Exercise prompt.
Every entry is to be reproduced word for word, but the images are not.

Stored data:
***

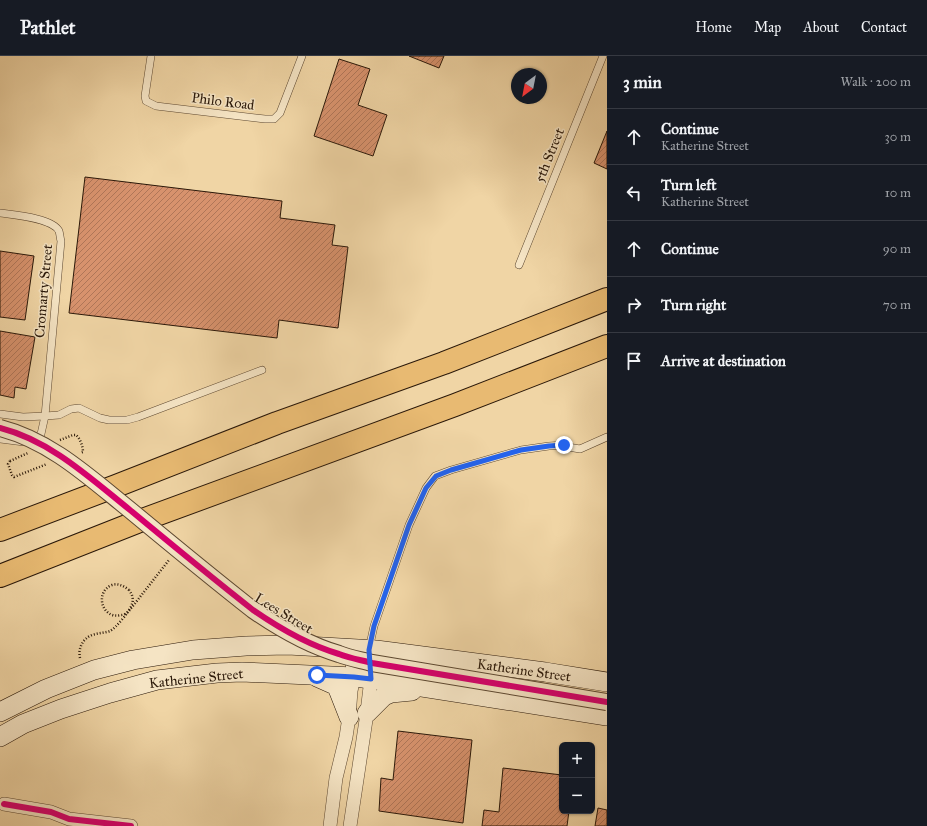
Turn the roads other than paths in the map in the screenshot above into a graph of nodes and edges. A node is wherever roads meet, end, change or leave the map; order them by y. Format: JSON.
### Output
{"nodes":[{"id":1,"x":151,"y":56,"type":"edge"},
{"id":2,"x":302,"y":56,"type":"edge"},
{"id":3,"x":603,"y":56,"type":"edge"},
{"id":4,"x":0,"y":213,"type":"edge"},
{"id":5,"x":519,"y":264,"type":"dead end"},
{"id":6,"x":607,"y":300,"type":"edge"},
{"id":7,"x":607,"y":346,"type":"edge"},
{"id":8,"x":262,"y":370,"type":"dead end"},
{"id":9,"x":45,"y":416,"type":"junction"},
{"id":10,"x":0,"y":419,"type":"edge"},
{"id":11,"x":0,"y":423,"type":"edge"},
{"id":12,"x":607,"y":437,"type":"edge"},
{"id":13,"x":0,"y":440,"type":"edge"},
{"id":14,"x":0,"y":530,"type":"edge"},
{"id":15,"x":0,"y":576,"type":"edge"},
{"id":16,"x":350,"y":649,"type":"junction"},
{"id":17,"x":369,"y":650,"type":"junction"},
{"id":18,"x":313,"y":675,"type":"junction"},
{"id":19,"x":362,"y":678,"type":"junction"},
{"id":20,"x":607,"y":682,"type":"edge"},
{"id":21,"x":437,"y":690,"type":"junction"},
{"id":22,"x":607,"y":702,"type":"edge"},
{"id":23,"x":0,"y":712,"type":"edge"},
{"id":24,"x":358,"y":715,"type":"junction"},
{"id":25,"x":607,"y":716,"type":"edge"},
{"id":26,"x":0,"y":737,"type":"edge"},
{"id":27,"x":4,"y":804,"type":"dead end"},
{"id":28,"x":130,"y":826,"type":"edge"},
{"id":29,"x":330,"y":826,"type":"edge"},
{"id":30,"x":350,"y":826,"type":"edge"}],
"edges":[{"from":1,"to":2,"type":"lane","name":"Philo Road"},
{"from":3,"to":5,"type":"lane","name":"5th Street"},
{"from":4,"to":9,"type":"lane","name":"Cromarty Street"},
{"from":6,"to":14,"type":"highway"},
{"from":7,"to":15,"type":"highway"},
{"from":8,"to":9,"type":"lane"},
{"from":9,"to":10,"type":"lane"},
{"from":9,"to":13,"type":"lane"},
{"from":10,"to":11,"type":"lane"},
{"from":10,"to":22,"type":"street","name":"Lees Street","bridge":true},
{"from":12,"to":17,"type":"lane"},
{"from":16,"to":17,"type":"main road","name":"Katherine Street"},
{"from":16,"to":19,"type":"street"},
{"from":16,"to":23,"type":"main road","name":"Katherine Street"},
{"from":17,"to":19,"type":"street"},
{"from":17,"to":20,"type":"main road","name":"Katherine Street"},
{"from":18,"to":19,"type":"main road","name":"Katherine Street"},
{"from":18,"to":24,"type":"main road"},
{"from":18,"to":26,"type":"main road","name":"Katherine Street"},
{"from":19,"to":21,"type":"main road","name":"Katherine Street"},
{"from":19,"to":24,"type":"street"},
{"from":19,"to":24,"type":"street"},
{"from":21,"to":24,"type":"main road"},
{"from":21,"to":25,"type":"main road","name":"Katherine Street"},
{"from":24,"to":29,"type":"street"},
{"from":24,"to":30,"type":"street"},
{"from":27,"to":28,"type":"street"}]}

***

Output for this exercise.
Turn the roads other than paths in the map in the screenshot above into a graph of nodes and edges. A node is wherever roads meet, end, change or leave the map; order them by y. Format: JSON.
### Output
{"nodes":[{"id":1,"x":151,"y":56,"type":"edge"},
{"id":2,"x":302,"y":56,"type":"edge"},
{"id":3,"x":603,"y":56,"type":"edge"},
{"id":4,"x":0,"y":213,"type":"edge"},
{"id":5,"x":519,"y":264,"type":"dead end"},
{"id":6,"x":607,"y":300,"type":"edge"},
{"id":7,"x":607,"y":346,"type":"edge"},
{"id":8,"x":262,"y":370,"type":"dead end"},
{"id":9,"x":45,"y":416,"type":"junction"},
{"id":10,"x":0,"y":419,"type":"edge"},
{"id":11,"x":0,"y":423,"type":"edge"},
{"id":12,"x":607,"y":437,"type":"edge"},
{"id":13,"x":0,"y":440,"type":"edge"},
{"id":14,"x":0,"y":530,"type":"edge"},
{"id":15,"x":0,"y":576,"type":"edge"},
{"id":16,"x":350,"y":649,"type":"junction"},
{"id":17,"x":369,"y":650,"type":"junction"},
{"id":18,"x":313,"y":675,"type":"junction"},
{"id":19,"x":362,"y":678,"type":"junction"},
{"id":20,"x":607,"y":682,"type":"edge"},
{"id":21,"x":437,"y":690,"type":"junction"},
{"id":22,"x":607,"y":702,"type":"edge"},
{"id":23,"x":0,"y":712,"type":"edge"},
{"id":24,"x":358,"y":715,"type":"junction"},
{"id":25,"x":607,"y":716,"type":"edge"},
{"id":26,"x":0,"y":737,"type":"edge"},
{"id":27,"x":4,"y":804,"type":"dead end"},
{"id":28,"x":130,"y":826,"type":"edge"},
{"id":29,"x":330,"y":826,"type":"edge"},
{"id":30,"x":350,"y":826,"type":"edge"}],
"edges":[{"from":1,"to":2,"type":"lane","name":"Philo Road"},
{"from":3,"to":5,"type":"lane","name":"5th Street"},
{"from":4,"to":9,"type":"lane","name":"Cromarty Street"},
{"from":6,"to":14,"type":"highway"},
{"from":7,"to":15,"type":"highway"},
{"from":8,"to":9,"type":"lane"},
{"from":9,"to":10,"type":"lane"},
{"from":9,"to":13,"type":"lane"},
{"from":10,"to":11,"type":"lane"},
{"from":10,"to":22,"type":"street","name":"Lees Street","bridge":true},
{"from":12,"to":17,"type":"lane"},
{"from":16,"to":17,"type":"main road","name":"Katherine Street"},
{"from":16,"to":19,"type":"street"},
{"from":16,"to":23,"type":"main road","name":"Katherine Street"},
{"from":17,"to":19,"type":"street"},
{"from":17,"to":20,"type":"main road","name":"Katherine Street"},
{"from":18,"to":19,"type":"main road","name":"Katherine Street"},
{"from":18,"to":24,"type":"main road"},
{"from":18,"to":26,"type":"main road","name":"Katherine Street"},
{"from":19,"to":21,"type":"main road","name":"Katherine Street"},
{"from":19,"to":24,"type":"street"},
{"from":19,"to":24,"type":"street"},
{"from":21,"to":24,"type":"main road"},
{"from":21,"to":25,"type":"main road","name":"Katherine Street"},
{"from":24,"to":29,"type":"street"},
{"from":24,"to":30,"type":"street"},
{"from":27,"to":28,"type":"street"}]}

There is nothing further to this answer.